PROBLEM STATEMENT.
Your response should consist of the lines below, printed exactly.

DATA FOR PROCESSING.
__________

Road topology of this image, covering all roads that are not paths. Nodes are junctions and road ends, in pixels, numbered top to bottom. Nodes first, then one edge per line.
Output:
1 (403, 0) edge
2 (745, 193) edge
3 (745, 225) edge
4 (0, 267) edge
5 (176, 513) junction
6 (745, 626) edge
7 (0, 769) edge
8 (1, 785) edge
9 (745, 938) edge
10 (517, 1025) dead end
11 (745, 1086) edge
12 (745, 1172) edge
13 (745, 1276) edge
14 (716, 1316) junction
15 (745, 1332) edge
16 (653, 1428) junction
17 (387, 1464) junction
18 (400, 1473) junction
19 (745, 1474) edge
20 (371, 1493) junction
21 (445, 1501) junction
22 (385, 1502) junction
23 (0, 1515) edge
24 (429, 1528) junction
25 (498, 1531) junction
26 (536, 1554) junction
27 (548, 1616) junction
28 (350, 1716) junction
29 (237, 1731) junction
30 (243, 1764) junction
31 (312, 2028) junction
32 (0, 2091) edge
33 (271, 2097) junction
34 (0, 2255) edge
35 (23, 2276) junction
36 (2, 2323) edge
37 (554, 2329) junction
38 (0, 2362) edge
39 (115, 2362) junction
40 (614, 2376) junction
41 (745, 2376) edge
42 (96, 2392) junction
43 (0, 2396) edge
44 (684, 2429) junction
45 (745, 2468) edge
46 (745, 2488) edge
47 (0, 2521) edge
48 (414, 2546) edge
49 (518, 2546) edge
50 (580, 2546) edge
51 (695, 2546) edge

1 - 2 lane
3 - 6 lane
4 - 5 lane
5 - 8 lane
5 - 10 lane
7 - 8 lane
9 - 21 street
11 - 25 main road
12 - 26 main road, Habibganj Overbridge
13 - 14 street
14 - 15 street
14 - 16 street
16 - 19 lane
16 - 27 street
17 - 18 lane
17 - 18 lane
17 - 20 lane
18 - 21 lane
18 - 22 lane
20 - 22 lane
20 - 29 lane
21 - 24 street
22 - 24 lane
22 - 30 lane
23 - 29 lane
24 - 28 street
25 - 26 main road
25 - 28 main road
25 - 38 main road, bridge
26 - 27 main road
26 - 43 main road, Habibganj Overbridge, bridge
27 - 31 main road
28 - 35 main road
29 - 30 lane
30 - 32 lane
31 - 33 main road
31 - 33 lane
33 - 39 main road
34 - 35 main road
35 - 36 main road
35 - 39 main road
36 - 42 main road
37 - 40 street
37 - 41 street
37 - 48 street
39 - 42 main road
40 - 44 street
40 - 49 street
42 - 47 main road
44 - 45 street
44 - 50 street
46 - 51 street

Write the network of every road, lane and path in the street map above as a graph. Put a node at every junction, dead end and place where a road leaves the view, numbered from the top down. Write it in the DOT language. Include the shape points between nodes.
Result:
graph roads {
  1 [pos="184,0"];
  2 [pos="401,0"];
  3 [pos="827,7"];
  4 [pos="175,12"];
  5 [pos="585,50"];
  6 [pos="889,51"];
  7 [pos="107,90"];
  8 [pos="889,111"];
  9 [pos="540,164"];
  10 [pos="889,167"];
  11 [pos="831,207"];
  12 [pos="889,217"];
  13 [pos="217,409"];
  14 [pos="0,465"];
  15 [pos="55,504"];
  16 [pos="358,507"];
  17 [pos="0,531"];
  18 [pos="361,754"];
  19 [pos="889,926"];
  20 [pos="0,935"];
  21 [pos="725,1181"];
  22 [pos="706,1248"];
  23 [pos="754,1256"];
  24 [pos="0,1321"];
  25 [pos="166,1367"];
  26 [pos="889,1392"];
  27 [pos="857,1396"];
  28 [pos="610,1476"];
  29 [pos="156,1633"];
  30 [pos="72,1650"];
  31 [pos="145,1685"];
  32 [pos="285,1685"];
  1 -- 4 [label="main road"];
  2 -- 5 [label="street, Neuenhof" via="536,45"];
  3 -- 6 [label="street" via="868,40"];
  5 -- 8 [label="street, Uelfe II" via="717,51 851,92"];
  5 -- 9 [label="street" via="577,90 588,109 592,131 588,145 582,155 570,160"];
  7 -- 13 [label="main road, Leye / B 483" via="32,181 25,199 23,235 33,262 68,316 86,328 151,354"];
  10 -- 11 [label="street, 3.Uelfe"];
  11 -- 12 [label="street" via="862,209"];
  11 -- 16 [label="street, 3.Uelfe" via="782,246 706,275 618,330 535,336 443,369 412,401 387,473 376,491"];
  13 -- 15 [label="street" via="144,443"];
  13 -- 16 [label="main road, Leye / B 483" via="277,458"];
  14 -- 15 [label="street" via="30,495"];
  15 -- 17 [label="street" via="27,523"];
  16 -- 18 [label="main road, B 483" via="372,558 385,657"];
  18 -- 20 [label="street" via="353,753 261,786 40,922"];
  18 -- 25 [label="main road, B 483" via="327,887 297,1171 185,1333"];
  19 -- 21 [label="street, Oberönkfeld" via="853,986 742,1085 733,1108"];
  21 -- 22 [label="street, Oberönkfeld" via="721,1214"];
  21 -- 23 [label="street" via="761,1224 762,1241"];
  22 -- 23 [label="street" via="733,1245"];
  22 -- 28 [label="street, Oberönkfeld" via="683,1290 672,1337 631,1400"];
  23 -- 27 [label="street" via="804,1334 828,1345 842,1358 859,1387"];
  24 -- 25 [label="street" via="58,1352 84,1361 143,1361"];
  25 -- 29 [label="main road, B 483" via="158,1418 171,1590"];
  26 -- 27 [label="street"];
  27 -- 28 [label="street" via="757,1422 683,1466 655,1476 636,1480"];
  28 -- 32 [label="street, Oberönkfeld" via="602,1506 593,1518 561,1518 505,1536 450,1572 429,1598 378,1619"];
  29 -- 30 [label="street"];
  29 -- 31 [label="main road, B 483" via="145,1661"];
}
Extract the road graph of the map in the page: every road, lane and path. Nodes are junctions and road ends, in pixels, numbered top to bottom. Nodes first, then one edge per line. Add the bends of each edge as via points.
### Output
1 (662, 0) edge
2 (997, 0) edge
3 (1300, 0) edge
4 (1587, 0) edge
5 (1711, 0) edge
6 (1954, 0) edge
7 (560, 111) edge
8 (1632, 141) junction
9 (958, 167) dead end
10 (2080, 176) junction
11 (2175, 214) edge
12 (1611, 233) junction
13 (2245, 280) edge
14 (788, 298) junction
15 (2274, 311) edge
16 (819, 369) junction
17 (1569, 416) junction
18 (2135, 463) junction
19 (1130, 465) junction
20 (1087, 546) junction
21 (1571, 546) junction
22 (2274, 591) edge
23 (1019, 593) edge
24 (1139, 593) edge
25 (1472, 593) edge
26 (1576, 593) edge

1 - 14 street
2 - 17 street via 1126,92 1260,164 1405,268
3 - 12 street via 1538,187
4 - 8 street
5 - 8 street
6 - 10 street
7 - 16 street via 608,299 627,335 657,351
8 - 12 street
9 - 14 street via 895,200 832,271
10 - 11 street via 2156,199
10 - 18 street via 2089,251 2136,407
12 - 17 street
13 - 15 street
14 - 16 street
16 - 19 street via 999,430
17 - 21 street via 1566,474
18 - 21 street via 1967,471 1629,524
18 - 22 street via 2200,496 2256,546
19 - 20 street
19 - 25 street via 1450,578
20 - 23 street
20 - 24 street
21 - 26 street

__________

TASK SOLUTION.
Road topology of this image, covering all roads that are not paths. Nodes are junctions and road ends, in pixels, numbered top to bottom. Nodes first, then one edge per line.
Output:
1 (403, 0) edge
2 (745, 193) edge
3 (745, 225) edge
4 (0, 267) edge
5 (176, 513) junction
6 (745, 626) edge
7 (0, 769) edge
8 (1, 785) edge
9 (745, 938) edge
10 (517, 1025) dead end
11 (745, 1086) edge
12 (745, 1172) edge
13 (745, 1276) edge
14 (716, 1316) junction
15 (745, 1332) edge
16 (653, 1428) junction
17 (387, 1464) junction
18 (400, 1473) junction
19 (745, 1474) edge
20 (371, 1493) junction
21 (445, 1501) junction
22 (385, 1502) junction
23 (0, 1515) edge
24 (429, 1528) junction
25 (498, 1531) junction
26 (536, 1554) junction
27 (548, 1616) junction
28 (350, 1716) junction
29 (237, 1731) junction
30 (243, 1764) junction
31 (312, 2028) junction
32 (0, 2091) edge
33 (271, 2097) junction
34 (0, 2255) edge
35 (23, 2276) junction
36 (2, 2323) edge
37 (554, 2329) junction
38 (0, 2362) edge
39 (115, 2362) junction
40 (614, 2376) junction
41 (745, 2376) edge
42 (96, 2392) junction
43 (0, 2396) edge
44 (684, 2429) junction
45 (745, 2468) edge
46 (745, 2488) edge
47 (0, 2521) edge
48 (414, 2546) edge
49 (518, 2546) edge
50 (580, 2546) edge
51 (695, 2546) edge

1 - 2 lane
3 - 6 lane
4 - 5 lane
5 - 8 lane
5 - 10 lane
7 - 8 lane
9 - 21 street
11 - 25 main road
12 - 26 main road, Habibganj Overbridge
13 - 14 street
14 - 15 street
14 - 16 street
16 - 19 lane
16 - 27 street
17 - 18 lane
17 - 18 lane
17 - 20 lane
18 - 21 lane
18 - 22 lane
20 - 22 lane
20 - 29 lane
21 - 24 street
22 - 24 lane
22 - 30 lane
23 - 29 lane
24 - 28 street
25 - 26 main road
25 - 28 main road
25 - 38 main road, bridge
26 - 27 main road
26 - 43 main road, Habibganj Overbridge, bridge
27 - 31 main road
28 - 35 main road
29 - 30 lane
30 - 32 lane
31 - 33 main road
31 - 33 lane
33 - 39 main road
34 - 35 main road
35 - 36 main road
35 - 39 main road
36 - 42 main road
37 - 40 street
37 - 41 street
37 - 48 street
39 - 42 main road
40 - 44 street
40 - 49 street
42 - 47 main road
44 - 45 street
44 - 50 street
46 - 51 street

Write the network of every road, lane and path in the street map above as a graph. Put a node at every junction, dead end and place where a road leaves the view, numbered from the top down. Write it in the DOT language. Include the shape points between nodes.
Result:
graph roads {
  1 [pos="184,0"];
  2 [pos="401,0"];
  3 [pos="827,7"];
  4 [pos="175,12"];
  5 [pos="585,50"];
  6 [pos="889,51"];
  7 [pos="107,90"];
  8 [pos="889,111"];
  9 [pos="540,164"];
  10 [pos="889,167"];
  11 [pos="831,207"];
  12 [pos="889,217"];
  13 [pos="217,409"];
  14 [pos="0,465"];
  15 [pos="55,504"];
  16 [pos="358,507"];
  17 [pos="0,531"];
  18 [pos="361,754"];
  19 [pos="889,926"];
  20 [pos="0,935"];
  21 [pos="725,1181"];
  22 [pos="706,1248"];
  23 [pos="754,1256"];
  24 [pos="0,1321"];
  25 [pos="166,1367"];
  26 [pos="889,1392"];
  27 [pos="857,1396"];
  28 [pos="610,1476"];
  29 [pos="156,1633"];
  30 [pos="72,1650"];
  31 [pos="145,1685"];
  32 [pos="285,1685"];
  1 -- 4 [label="main road"];
  2 -- 5 [label="street, Neuenhof" via="536,45"];
  3 -- 6 [label="street" via="868,40"];
  5 -- 8 [label="street, Uelfe II" via="717,51 851,92"];
  5 -- 9 [label="street" via="577,90 588,109 592,131 588,145 582,155 570,160"];
  7 -- 13 [label="main road, Leye / B 483" via="32,181 25,199 23,235 33,262 68,316 86,328 151,354"];
  10 -- 11 [label="street, 3.Uelfe"];
  11 -- 12 [label="street" via="862,209"];
  11 -- 16 [label="street, 3.Uelfe" via="782,246 706,275 618,330 535,336 443,369 412,401 387,473 376,491"];
  13 -- 15 [label="street" via="144,443"];
  13 -- 16 [label="main road, Leye / B 483" via="277,458"];
  14 -- 15 [label="street" via="30,495"];
  15 -- 17 [label="street" via="27,523"];
  16 -- 18 [label="main road, B 483" via="372,558 385,657"];
  18 -- 20 [label="street" via="353,753 261,786 40,922"];
  18 -- 25 [label="main road, B 483" via="327,887 297,1171 185,1333"];
  19 -- 21 [label="street, Oberönkfeld" via="853,986 742,1085 733,1108"];
  21 -- 22 [label="street, Oberönkfeld" via="721,1214"];
  21 -- 23 [label="street" via="761,1224 762,1241"];
  22 -- 23 [label="street" via="733,1245"];
  22 -- 28 [label="street, Oberönkfeld" via="683,1290 672,1337 631,1400"];
  23 -- 27 [label="street" via="804,1334 828,1345 842,1358 859,1387"];
  24 -- 25 [label="street" via="58,1352 84,1361 143,1361"];
  25 -- 29 [label="main road, B 483" via="158,1418 171,1590"];
  26 -- 27 [label="street"];
  27 -- 28 [label="street" via="757,1422 683,1466 655,1476 636,1480"];
  28 -- 32 [label="street, Oberönkfeld" via="602,1506 593,1518 561,1518 505,1536 450,1572 429,1598 378,1619"];
  29 -- 30 [label="street"];
  29 -- 31 [label="main road, B 483" via="145,1661"];
}
Extract the road graph of the map in the page: every road, lane and path. Nodes are junctions and road ends, in pixels, numbered top to bottom. Nodes first, then one edge per line. Add the bends of each edge as via points.
### Output
1 (662, 0) edge
2 (997, 0) edge
3 (1300, 0) edge
4 (1587, 0) edge
5 (1711, 0) edge
6 (1954, 0) edge
7 (560, 111) edge
8 (1632, 141) junction
9 (958, 167) dead end
10 (2080, 176) junction
11 (2175, 214) edge
12 (1611, 233) junction
13 (2245, 280) edge
14 (788, 298) junction
15 (2274, 311) edge
16 (819, 369) junction
17 (1569, 416) junction
18 (2135, 463) junction
19 (1130, 465) junction
20 (1087, 546) junction
21 (1571, 546) junction
22 (2274, 591) edge
23 (1019, 593) edge
24 (1139, 593) edge
25 (1472, 593) edge
26 (1576, 593) edge

1 - 14 street
2 - 17 street via 1126,92 1260,164 1405,268
3 - 12 street via 1538,187
4 - 8 street
5 - 8 street
6 - 10 street
7 - 16 street via 608,299 627,335 657,351
8 - 12 street
9 - 14 street via 895,200 832,271
10 - 11 street via 2156,199
10 - 18 street via 2089,251 2136,407
12 - 17 street
13 - 15 street
14 - 16 street
16 - 19 street via 999,430
17 - 21 street via 1566,474
18 - 21 street via 1967,471 1629,524
18 - 22 street via 2200,496 2256,546
19 - 20 street
19 - 25 street via 1450,578
20 - 23 street
20 - 24 street
21 - 26 street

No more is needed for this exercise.